2.2 Princípios e conceitos legais: o Direito de Reparação, a Responsabilidade

2.2.2 Responsabilidade Internacional do Estado Medidas de Reparação e a

Como visto, o ponto de partida deste trabalho é a premissa da escravidão como crime contra a humanidade, de modo que não há dúvidas de que a reparação é imperativa. Especificamente, considera-se para fins conceituais que a expressão “reparação por escravidão” engloba as diversas facetas que a escravidão manifestou durante séculos, tais como (mas não somente):

a política de comércio de escravos, os atos cometidos durante a execução dessa política (como os horrores da passagem intermediária), a contínua privação de liberdade e o tratamento dos escravos após a chegada ao Ocidente e os efeitos de Escravidão sobre gerações sucessivas sob a forma de desigualdade social e econômica (DU PLESSIS, 2003, p. 625, tradução nossa).

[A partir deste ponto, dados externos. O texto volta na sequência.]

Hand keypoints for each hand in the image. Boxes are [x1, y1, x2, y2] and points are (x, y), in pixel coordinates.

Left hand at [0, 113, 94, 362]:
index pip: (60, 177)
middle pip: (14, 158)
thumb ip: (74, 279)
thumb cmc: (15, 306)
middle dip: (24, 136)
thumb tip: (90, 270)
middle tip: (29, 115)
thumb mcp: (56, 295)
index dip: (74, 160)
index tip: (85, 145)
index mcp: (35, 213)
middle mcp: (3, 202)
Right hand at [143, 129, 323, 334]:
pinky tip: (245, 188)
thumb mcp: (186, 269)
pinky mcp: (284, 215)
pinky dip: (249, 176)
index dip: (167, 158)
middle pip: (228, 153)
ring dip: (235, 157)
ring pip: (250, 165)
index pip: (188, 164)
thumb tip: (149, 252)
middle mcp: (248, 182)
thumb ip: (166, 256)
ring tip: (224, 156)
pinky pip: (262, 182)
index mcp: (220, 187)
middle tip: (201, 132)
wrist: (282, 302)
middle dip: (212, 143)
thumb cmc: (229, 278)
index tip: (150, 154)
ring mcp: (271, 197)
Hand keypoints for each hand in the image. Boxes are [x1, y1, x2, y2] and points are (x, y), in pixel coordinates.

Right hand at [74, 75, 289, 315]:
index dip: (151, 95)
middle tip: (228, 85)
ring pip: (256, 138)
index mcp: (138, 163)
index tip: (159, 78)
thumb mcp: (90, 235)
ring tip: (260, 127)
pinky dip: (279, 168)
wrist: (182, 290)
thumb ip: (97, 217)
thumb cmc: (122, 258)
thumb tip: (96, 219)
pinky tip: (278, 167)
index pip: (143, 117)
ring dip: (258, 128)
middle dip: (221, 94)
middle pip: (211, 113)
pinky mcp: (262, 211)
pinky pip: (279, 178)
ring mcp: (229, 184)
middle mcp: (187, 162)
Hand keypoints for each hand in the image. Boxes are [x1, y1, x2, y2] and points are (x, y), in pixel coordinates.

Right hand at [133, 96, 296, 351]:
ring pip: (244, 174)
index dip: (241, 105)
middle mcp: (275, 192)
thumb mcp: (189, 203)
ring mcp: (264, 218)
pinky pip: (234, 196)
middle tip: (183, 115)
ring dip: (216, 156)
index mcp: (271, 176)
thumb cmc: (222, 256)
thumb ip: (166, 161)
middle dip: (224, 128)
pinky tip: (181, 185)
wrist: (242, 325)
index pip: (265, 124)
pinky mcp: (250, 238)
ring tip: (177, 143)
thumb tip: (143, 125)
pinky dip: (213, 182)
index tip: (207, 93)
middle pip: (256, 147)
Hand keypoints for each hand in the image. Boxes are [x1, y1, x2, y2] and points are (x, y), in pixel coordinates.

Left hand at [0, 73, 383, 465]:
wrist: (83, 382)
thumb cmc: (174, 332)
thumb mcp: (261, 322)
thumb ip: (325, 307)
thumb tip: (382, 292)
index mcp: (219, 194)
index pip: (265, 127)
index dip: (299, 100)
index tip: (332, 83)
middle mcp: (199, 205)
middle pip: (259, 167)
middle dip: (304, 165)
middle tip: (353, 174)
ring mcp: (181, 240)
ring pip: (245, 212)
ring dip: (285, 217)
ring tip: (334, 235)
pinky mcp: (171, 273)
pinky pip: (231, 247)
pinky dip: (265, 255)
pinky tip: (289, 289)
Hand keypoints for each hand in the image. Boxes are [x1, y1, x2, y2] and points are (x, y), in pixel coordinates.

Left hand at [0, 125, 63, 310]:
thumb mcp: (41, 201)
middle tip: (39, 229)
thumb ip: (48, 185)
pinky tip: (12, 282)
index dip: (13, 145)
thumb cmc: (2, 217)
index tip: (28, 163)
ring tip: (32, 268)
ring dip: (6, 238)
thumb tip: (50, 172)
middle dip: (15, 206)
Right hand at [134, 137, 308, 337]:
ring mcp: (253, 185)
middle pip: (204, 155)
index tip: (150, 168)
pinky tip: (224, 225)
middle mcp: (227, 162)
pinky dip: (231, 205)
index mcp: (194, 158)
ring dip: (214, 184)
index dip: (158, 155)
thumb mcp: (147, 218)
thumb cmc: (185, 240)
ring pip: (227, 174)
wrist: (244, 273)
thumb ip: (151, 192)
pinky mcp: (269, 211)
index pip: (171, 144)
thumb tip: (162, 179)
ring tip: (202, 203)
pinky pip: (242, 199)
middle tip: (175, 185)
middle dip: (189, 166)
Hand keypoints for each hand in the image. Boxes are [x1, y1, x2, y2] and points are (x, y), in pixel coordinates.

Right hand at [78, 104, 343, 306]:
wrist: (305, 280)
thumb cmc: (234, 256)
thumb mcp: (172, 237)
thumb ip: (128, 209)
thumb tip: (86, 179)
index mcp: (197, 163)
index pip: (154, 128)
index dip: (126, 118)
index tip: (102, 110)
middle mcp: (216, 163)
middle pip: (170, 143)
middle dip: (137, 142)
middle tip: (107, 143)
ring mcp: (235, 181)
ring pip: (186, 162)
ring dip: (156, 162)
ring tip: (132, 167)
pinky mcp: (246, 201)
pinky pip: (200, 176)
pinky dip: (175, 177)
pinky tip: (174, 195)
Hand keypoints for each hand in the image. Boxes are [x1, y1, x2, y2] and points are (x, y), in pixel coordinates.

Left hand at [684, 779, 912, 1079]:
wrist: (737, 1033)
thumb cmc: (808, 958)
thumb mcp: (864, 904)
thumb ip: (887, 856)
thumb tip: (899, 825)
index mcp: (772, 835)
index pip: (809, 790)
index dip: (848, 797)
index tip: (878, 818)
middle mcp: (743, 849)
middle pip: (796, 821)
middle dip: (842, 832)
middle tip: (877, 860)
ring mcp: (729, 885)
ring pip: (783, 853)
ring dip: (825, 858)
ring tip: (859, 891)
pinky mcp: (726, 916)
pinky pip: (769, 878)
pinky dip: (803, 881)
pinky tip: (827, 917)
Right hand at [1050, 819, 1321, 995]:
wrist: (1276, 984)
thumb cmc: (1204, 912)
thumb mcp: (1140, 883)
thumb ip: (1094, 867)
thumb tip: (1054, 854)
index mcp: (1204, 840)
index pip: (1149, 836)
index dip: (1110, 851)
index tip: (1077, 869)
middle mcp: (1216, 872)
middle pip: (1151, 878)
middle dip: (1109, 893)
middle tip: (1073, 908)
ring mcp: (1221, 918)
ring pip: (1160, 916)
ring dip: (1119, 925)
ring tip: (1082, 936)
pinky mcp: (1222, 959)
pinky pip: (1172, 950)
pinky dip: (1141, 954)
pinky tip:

De maneira abrangente, o conceito de reparação em si já “está firmemente estabelecido e ativamente perseguido pelos Estados, em nome de seus cidadãos lesados, contra os Estados transgressores” (GIFFORD, 1993, tradução nossa). A Corte Permanente de Justiça Internacional, no Caso da Fábrica de Chorzow (Jurisdição), asseverou que se trata de “um princípio de Direito Internacional que a violação de um compromisso envolve a obrigação de reparar de forma adequada”. Assim, pode-se dizer que “o princípio da responsabilidade é por natureza uma das normas substantivas do Direito Internacional” e tal responsabilidade diz respeito “aos acontecimentos e consequências dos atos ilícitos e à reparação que tais atos ilegais implicam” (DU PLESSIS, 2003, p. 629, tradução nossa). As medidas de reparação e a

responsabilidade dos Estados no âmbito do Direito Internacional estão previstas nos Artigos sobre Responsabilidade Internacional dos Estados por Ato Internacionalmente Ilícito, elaborado pela Comissão de Direito Internacional das Nações Unidas em 2001.

Historicamente, o estabelecimento de disputas internacionais tem sido a principal fonte de formação de precedentes e doutrinas relativas às reparações, sendo igualmente verdadeiro que boa parte dos princípios que regem o Direito Internacional Público atualmente são decorrentes das práticas consuetudinárias (dentre as quais, destaca-se o entendimento de que qualquer Estado está impedido de invocar o direito nacional como uma defesa legal em uma disputa internacional em que se alegam irregularidades ou cometimento de ato ilícito por outro Estado). Neste sentido, o trabalho efetuado durante décadas pela Comissão de Direito Internacional (CDI ou Comissão) sobre a responsabilidade do Estado (apresentado na forma de Artigos), elucidou parcialmente as aplicações destes princípios, codificando-os conceitualmente e trazendo-os para a realidade do Direito Internacional tal qual é conhecido hoje. A abordagem da Comissão no que tange à justiça reparatória fundamentou-se na distinção entre restituição, compensação e satisfação que podem ser aplicadas ao caso concreto quer individualmente, quer em combinação23 (FALK, 2006).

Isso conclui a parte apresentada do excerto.